Update: Catalyst 12.11 hss been releasd (Release Notes)

As October winds to a close, the consumer electronics industry is making its final preparations for the holiday shopping season. Among events this week will be the Windows 8 launch – which itself includes a bevy of new computers and tablets – an Apple product refresh, and some other things that should surprise us all. The video card industry is no different, and with AMD and NVIDIA having wrapped up their product launches earlier this month, the focus shifts to competitive positioning of existing products through the rest of the year.

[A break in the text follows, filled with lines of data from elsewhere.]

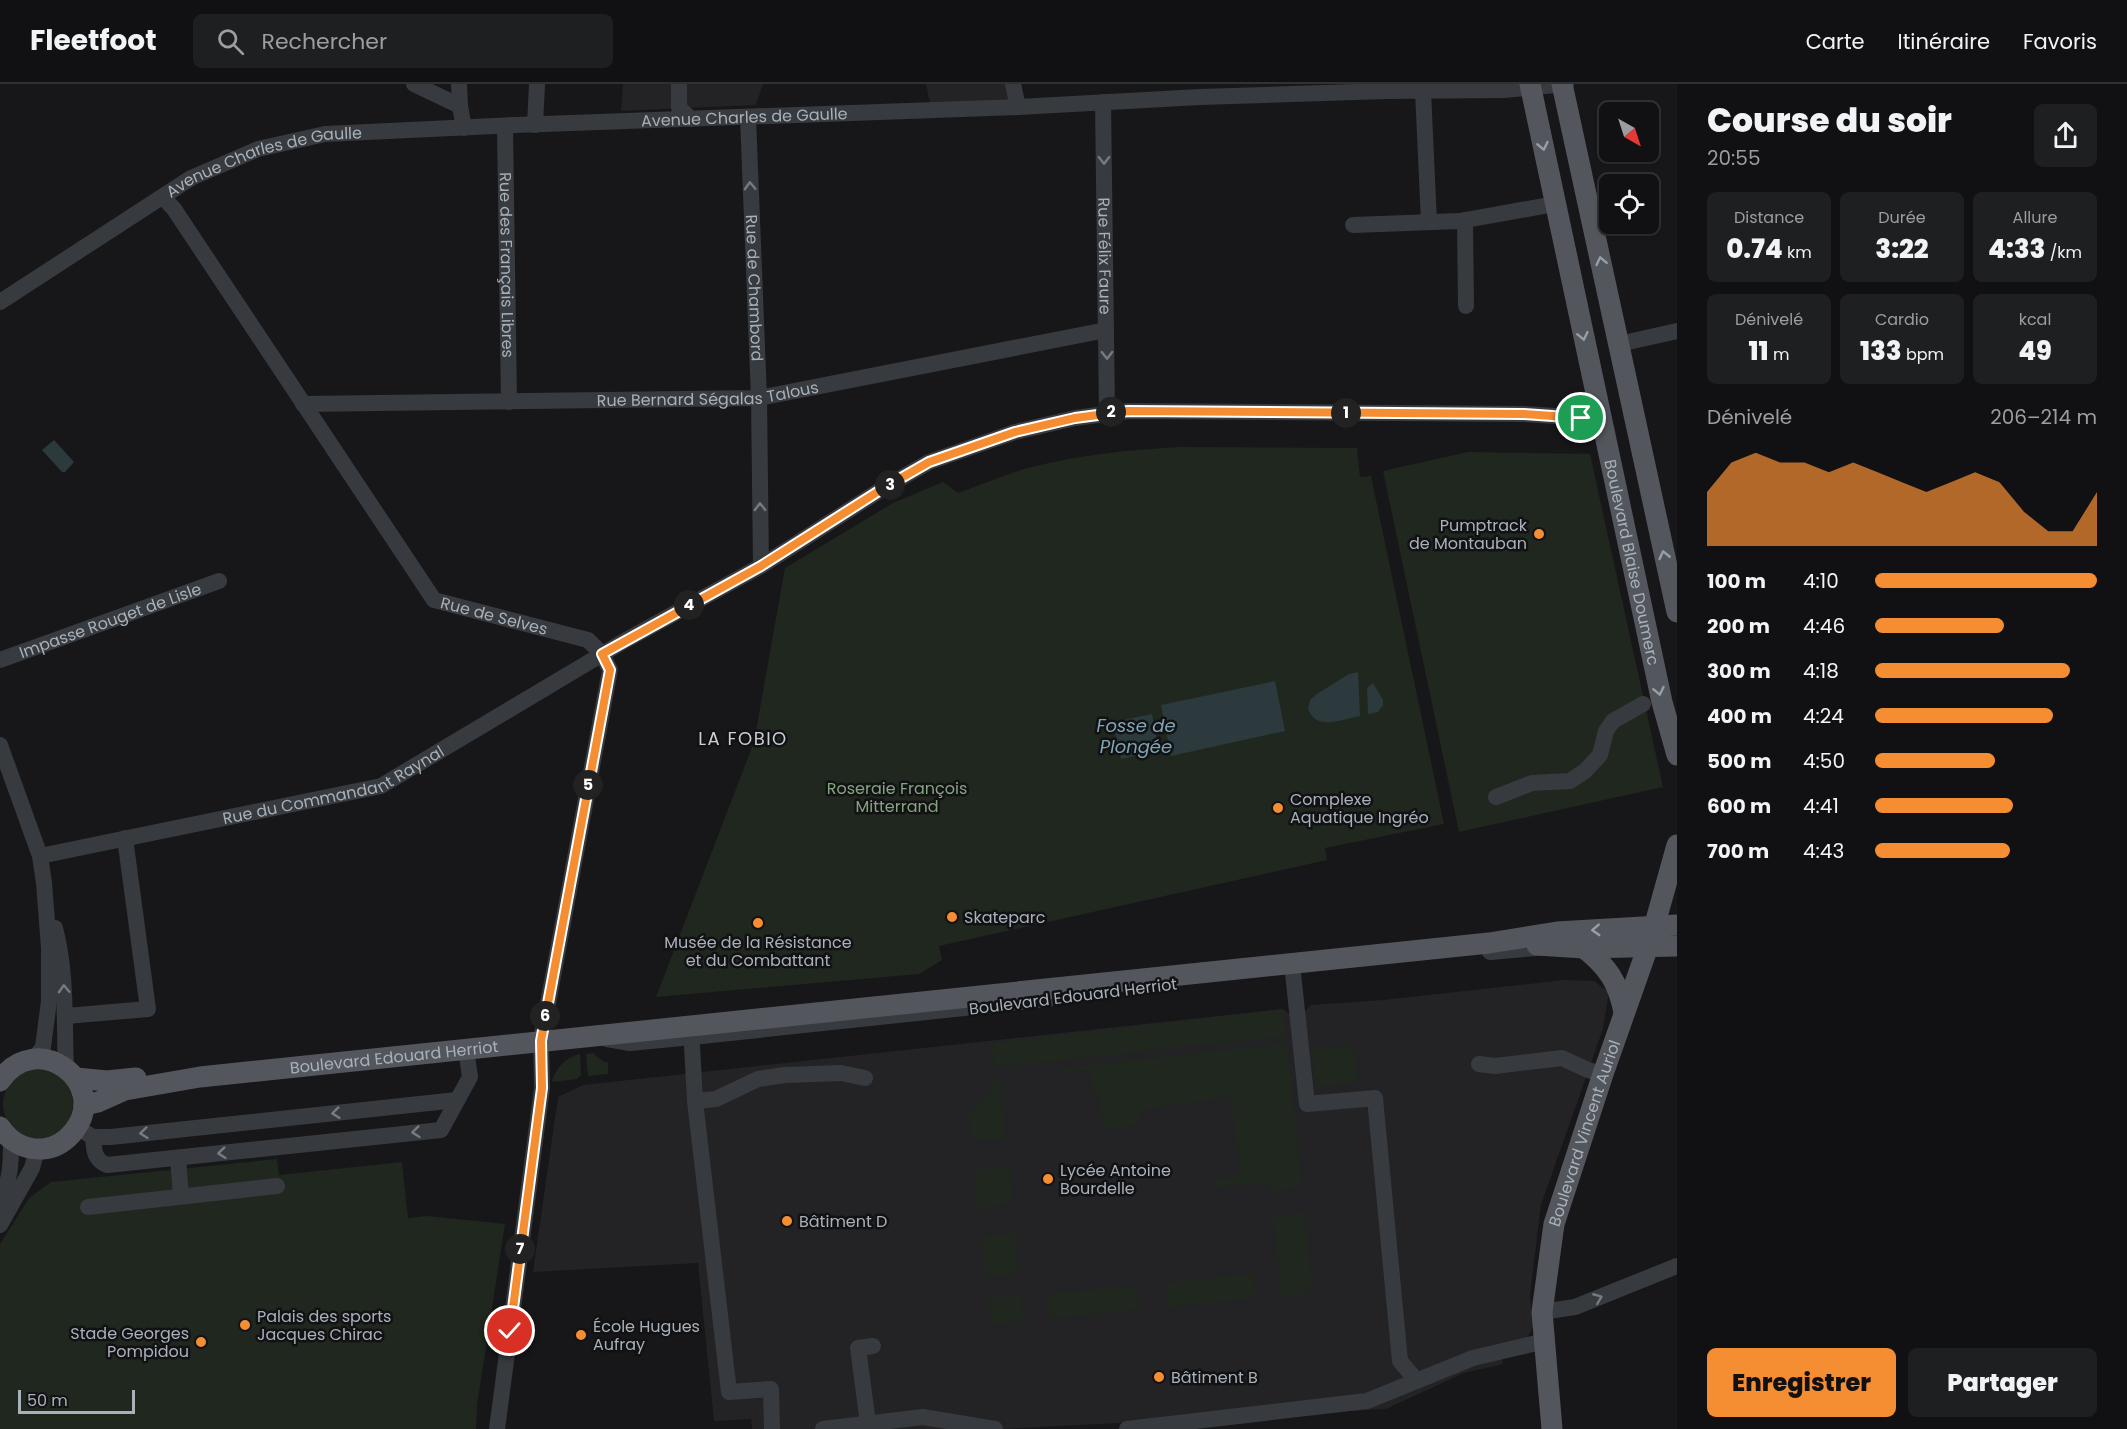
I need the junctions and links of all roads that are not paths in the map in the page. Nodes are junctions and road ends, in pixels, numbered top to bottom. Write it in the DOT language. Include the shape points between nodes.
graph roads {
  1 [pos="414,84"];
  2 [pos="459,84"];
  3 [pos="537,84"];
  4 [pos="677,84"];
  5 [pos="1013,84"];
  6 [pos="1563,84"];
  7 [pos="1531,86"];
  8 [pos="1357,88"];
  9 [pos="1199,91"];
  10 [pos="1423,92"];
  11 [pos="1103,102"];
  12 [pos="460,106"];
  13 [pos="1018,107"];
  14 [pos="748,117"];
  15 [pos="691,119"];
  16 [pos="535,124"];
  17 [pos="505,127"];
  18 [pos="464,128"];
  19 [pos="163,196"];
  20 [pos="1555,204"];
  21 [pos="1428,219"];
  22 [pos="1465,220"];
  23 [pos="1353,225"];
  24 [pos="0,302"];
  25 [pos="1466,306"];
  26 [pos="1106,330"];
  27 [pos="1677,331"];
  28 [pos="1619,344"];
  29 [pos="759,398"];
  30 [pos="509,402"];
  31 [pos="303,404"];
  32 [pos="1107,412"];
  33 [pos="1601,419"];
  34 [pos="761,566"];
  35 [pos="219,581"];
  36 [pos="1677,612"];
  37 [pos="602,654"];
  38 [pos="0,660"];
  39 [pos="1643,704"];
  40 [pos="0,746"];
  41 [pos="1677,755"];
  42 [pos="1496,797"];
  43 [pos="125,838"];
  44 [pos="1677,845"];
  45 [pos="39,856"];
  46 [pos="44,883"];
  47 [pos="1677,926"];
  48 [pos="1654,927"];
  49 [pos="1489,943"];
  50 [pos="1558,946"];
  51 [pos="1677,946"];
  52 [pos="1584,948"];
  53 [pos="1647,948"];
  54 [pos="1292,967"];
  55 [pos="1624,1012"];
  56 [pos="66,1016"];
  57 [pos="691,1032"];
  58 [pos="541,1041"];
  59 [pos="466,1049"];
  60 [pos="34,1059"];
  61 [pos="1479,1064"];
  62 [pos="71,1073"];
  63 [pos="1603,1074"];
  64 [pos="200,1077"];
  65 [pos="865,1078"];
  66 [pos="0,1080"];
  67 [pos="457,1100"];
  68 [pos="695,1101"];
  69 [pos="84,1105"];
  70 [pos="85,1132"];
  71 [pos="6,1133"];
  72 [pos="37,1149"];
  73 [pos="178,1158"];
  74 [pos="277,1186"];
  75 [pos="181,1196"];
  76 [pos="0,1200"];
  77 [pos="88,1207"];
  78 [pos="0,1225"];
  79 [pos="1677,1266"];
  80 [pos="1542,1312"];
  81 [pos="1545,1341"];
  82 [pos="873,1346"];
  83 [pos="1417,1381"];
  84 [pos="868,1423"];
  85 [pos="497,1429"];
  86 [pos="772,1429"];
  87 [pos="823,1429"];
  88 [pos="995,1429"];
  89 [pos="1127,1429"];
  90 [pos="1552,1429"];
  1 -- 12 [label="street"];
  2 -- 12 [label="street"];
  3 -- 16 [label="street"];
  4 -- 15 [label="street" via="679,108"];
  5 -- 13 [label="street"];
  6 -- 7 [label="street, Avenue Charles de Gaulle"];
  28 -- 6 [label="main road, Boulevard Blaise Doumerc, one-way"];
  7 -- 10 [label="street, Avenue Charles de Gaulle"];
  7 -- 20 [label="main road, Boulevard Blaise Doumerc, one-way"];
  8 -- 9 [label="street, Avenue Charles de Gaulle"];
  8 -- 10 [label="street, Avenue Charles de Gaulle"];
  9 -- 11 [label="street, Avenue Charles de Gaulle"];
  10 -- 21 [label="street"];
  11 -- 13 [label="street, Avenue Charles de Gaulle"];
  11 -- 26 [label="street, Rue Félix Faure, one-way"];
  12 -- 18 [label="street"];
  13 -- 14 [label="street, Avenue Charles de Gaulle"];
  14 -- 15 [label="street, Avenue Charles de Gaulle"];
  29 -- 14 [label="street, Rue de Chambord, one-way"];
  15 -- 16 [label="street, Avenue Charles de Gaulle"];
  16 -- 17 [label="street, Avenue Charles de Gaulle"];
  17 -- 18 [label="street, Avenue Charles de Gaulle"];
  17 -- 30 [label="street, Rue des Français Libres"];
  18 -- 19 [label="street, Avenue Charles de Gaulle" via="325,134 264,147 191,178"];
  19 -- 24 [label="street, Avenue Charles de Gaulle"];
  19 -- 31 [label="street, Rue de Selves"];
  20 -- 22 [label="street"];
  20 -- 33 [label="main road, Boulevard Blaise Doumerc, one-way"];
  21 -- 22 [label="street"];
  21 -- 23 [label="street"];
  22 -- 25 [label="street"];
  26 -- 29 [label="street, Rue Bernard Ségalas Talous"];
  26 -- 32 [label="street, Rue Félix Faure, one-way"];
  27 -- 28 [label="street"];
  36 -- 28 [label="main road, Boulevard Blaise Doumerc, one-way"];
  29 -- 30 [label="street, Rue Bernard Ségalas Talous"];
  34 -- 29 [label="street, Rue de Chambord, one-way"];
  30 -- 31 [label="street, Rue Bernard Ségalas Talous"];
  31 -- 37 [label="street, Rue de Selves" via="434,600 588,640"];
  32 -- 33 [label="street, Rue du Commandant Raynal" via="1524,414"];
  32 -- 34 [label="street, Rue du Commandant Raynal" via="1015,432 929,462"];
  33 -- 41 [label="main road, Boulevard Blaise Doumerc, one-way"];
  34 -- 37 [label="street, Rue du Commandant Raynal"];
  35 -- 38 [label="street, Impasse Rouget de Lisle"];
  37 -- 43 [label="street, Rue du Commandant Raynal" via="381,786"];
  37 -- 58 [label="street" via="610,670"];
  39 -- 42 [label="street" via="1613,721 1600,755 1570,781 1532,783"];
  40 -- 45 [label="street"];
  43 -- 45 [label="street, Rue du Commandant Raynal"];
  43 -- 56 [label="street" via="148,1009"];
  44 -- 48 [label="main road, Boulevard Vincent Auriol"];
  45 -- 46 [label="street"];
  56 -- 46 [label="street, one-way" via="61,951"];
  46 -- 60 [label="street" via="49,1001 43,1047"];
  47 -- 48 [label="main road, Boulevard Edouard Herriot"];
  48 -- 49 [label="main road, Boulevard Edouard Herriot, one-way" via="1557,932"];
  48 -- 53 [label="main road, Boulevard Vincent Auriol"];
  49 -- 50 [label="main road, Boulevard Edouard Herriot"];
  49 -- 54 [label="main road, Boulevard Edouard Herriot" via="1389,952"];
  50 -- 52 [label="main road, Boulevard Edouard Herriot"];
  50 -- 54 [label="street, Boulevard Edouard Herriot"];
  51 -- 53 [label="main road, Boulevard Edouard Herriot"];
  52 -- 53 [label="main road, Boulevard Edouard Herriot"];
  52 -- 55 [label="main road" via="1614,980"];
  53 -- 55 [label="main road, Boulevard Vincent Auriol"];
  54 -- 57 [label="main road, Boulevard Edouard Herriot"];
  54 -- 83 [label="street" via="1307,1104 1375,1098 1400,1361"];
  55 -- 63 [label="main road, Boulevard Vincent Auriol"];
  56 -- 62 [label="street"];
  57 -- 58 [label="main road, Boulevard Edouard Herriot"];
  57 -- 68 [label="street"];
  58 -- 59 [label="main road, Boulevard Edouard Herriot"];
  58 -- 85 [label="street" via="542,1088"];
  59 -- 64 [label="main road, Boulevard Edouard Herriot"];
  59 -- 67 [label="street" via="470,1077"];
  60 -- 62 [label="main road, Boulevard Edouard Herriot" via="51,1060"];
  60 -- 66 [label="main road" via="15,1065"];
  61 -- 63 [label="street" via="1495,1066 1562,1058"];
  62 -- 64 [label="main road, Boulevard Edouard Herriot" via="107,1081 175,1074"];
  62 -- 69 [label="main road" via="82,1091"];
  63 -- 80 [label="main road, Boulevard Vincent Auriol" via="1554,1224"];
  64 -- 69 [label="main road, Boulevard Edouard Herriot" via="125,1090"];
  65 -- 68 [label="street" via="841,1073 758,1079 716,1099"];
  67 -- 70 [label="street, one-way" via="111,1137"];
  67 -- 73 [label="street, one-way" via="441,1130"];
  68 -- 86 [label="street" via="729,1392 771,1389"];
  69 -- 70 [label="main road"];
  70 -- 72 [label="main road" via="56,1146"];
  70 -- 73 [label="street" via="100,1162 107,1165"];
  71 -- 72 [label="main road" via="19,1145"];
  71 -- 76 [label="street" via="11,1167"];
  72 -- 78 [label="street" via="32,1167"];
  73 -- 75 [label="street"];
  74 -- 75 [label="street"];
  75 -- 77 [label="street"];
  80 -- 79 [label="street, one-way" via="1575,1307"];
  80 -- 81 [label="main road, Boulevard Vincent Auriol"];
  81 -- 83 [label="street" via="1473,1358"];
  81 -- 90 [label="main road, Boulevard Vincent Auriol"];
  82 -- 84 [label="street" via="858,1348"];
  83 -- 89 [label="street" via="1367,1401"];
  84 -- 87 [label="street"];
  84 -- 88 [label="street" via="923,1417"];
}
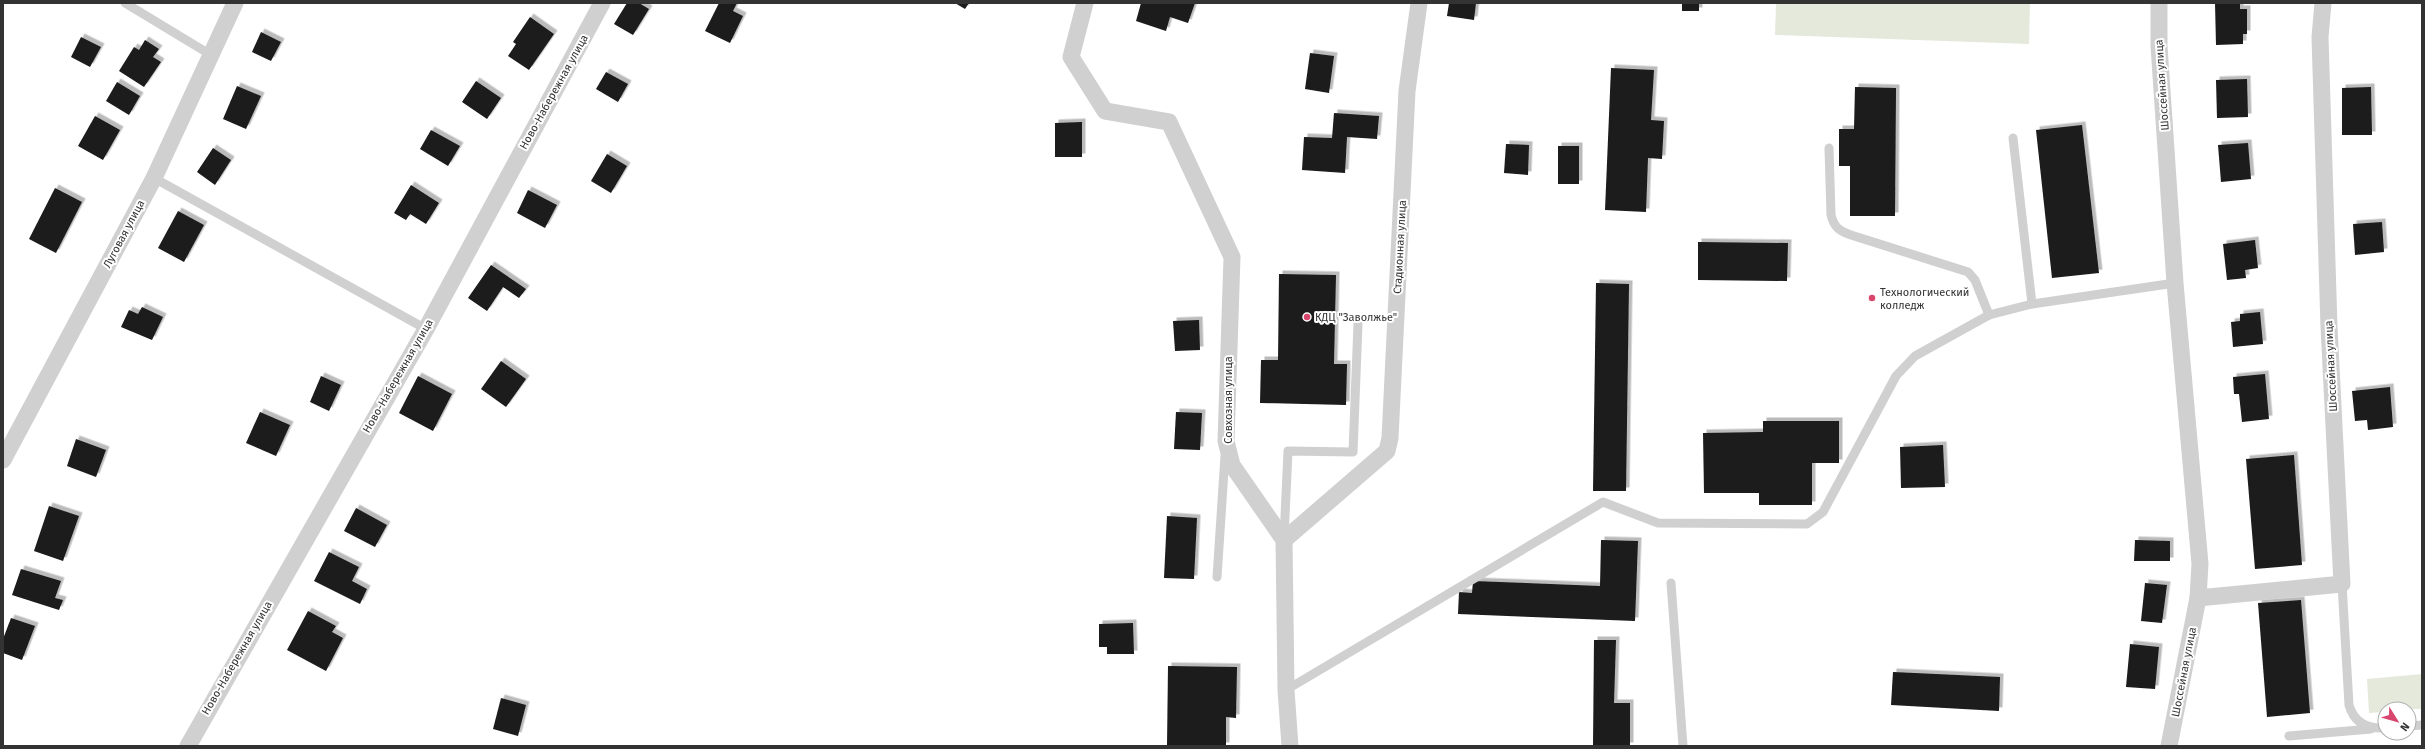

AMD’s holiday plans will be taking a two-pronged approach. The first prong (and likely to be the greater interest to most of our readers) will be the release of a new performance-optimized driver branch for AMD Graphics Core Next hardware. The second prong will be what can only be described as an incredibly aggressive series of game bundles, with AMD capitalizing on their much improved developer relations offering vouchers for multiple different games. By improving their performance relative to NVIDIA, maintaining existing aggressive pricing, and by further tilting the value proposition their way through better bundle, AMD is going all out for the holidays in a way we haven’t seen in years.

Catalyst 12.11 Performance

We’ll kick off this quick look at AMD’s holiday plans with a look at AMD’s new driver. AMD’s official designation for this driver will be Catalyst 12.11 (9.10.8), which is based off of a newer code branch than AMD’s previously released Catalyst 12.9 driver ( AMD has sampled an early beta to the press ahead of today’s announcement, and they will be posting a slightly newer build of this driver publically at around 3pm today, with a final WHQL release slated to appear next month.

So what does Catalyst 12.11 bring to the table? In short this is the 3rd major performance driver for the GCN architecture, building upon the gains AMD already picked up from Catalyst 12.2 and Catalyst 12.7. Like those previous drivers, AMD has been working on a mix of game specific optimizations and across-the-board optimizations to better utilize the GCN architecture. While there’s no such thing as a “regular” release schedule for these kinds of major performance drivers, it’s rare to see 3 major drivers in a single calendar year, so this ended up being a pleasant surprise.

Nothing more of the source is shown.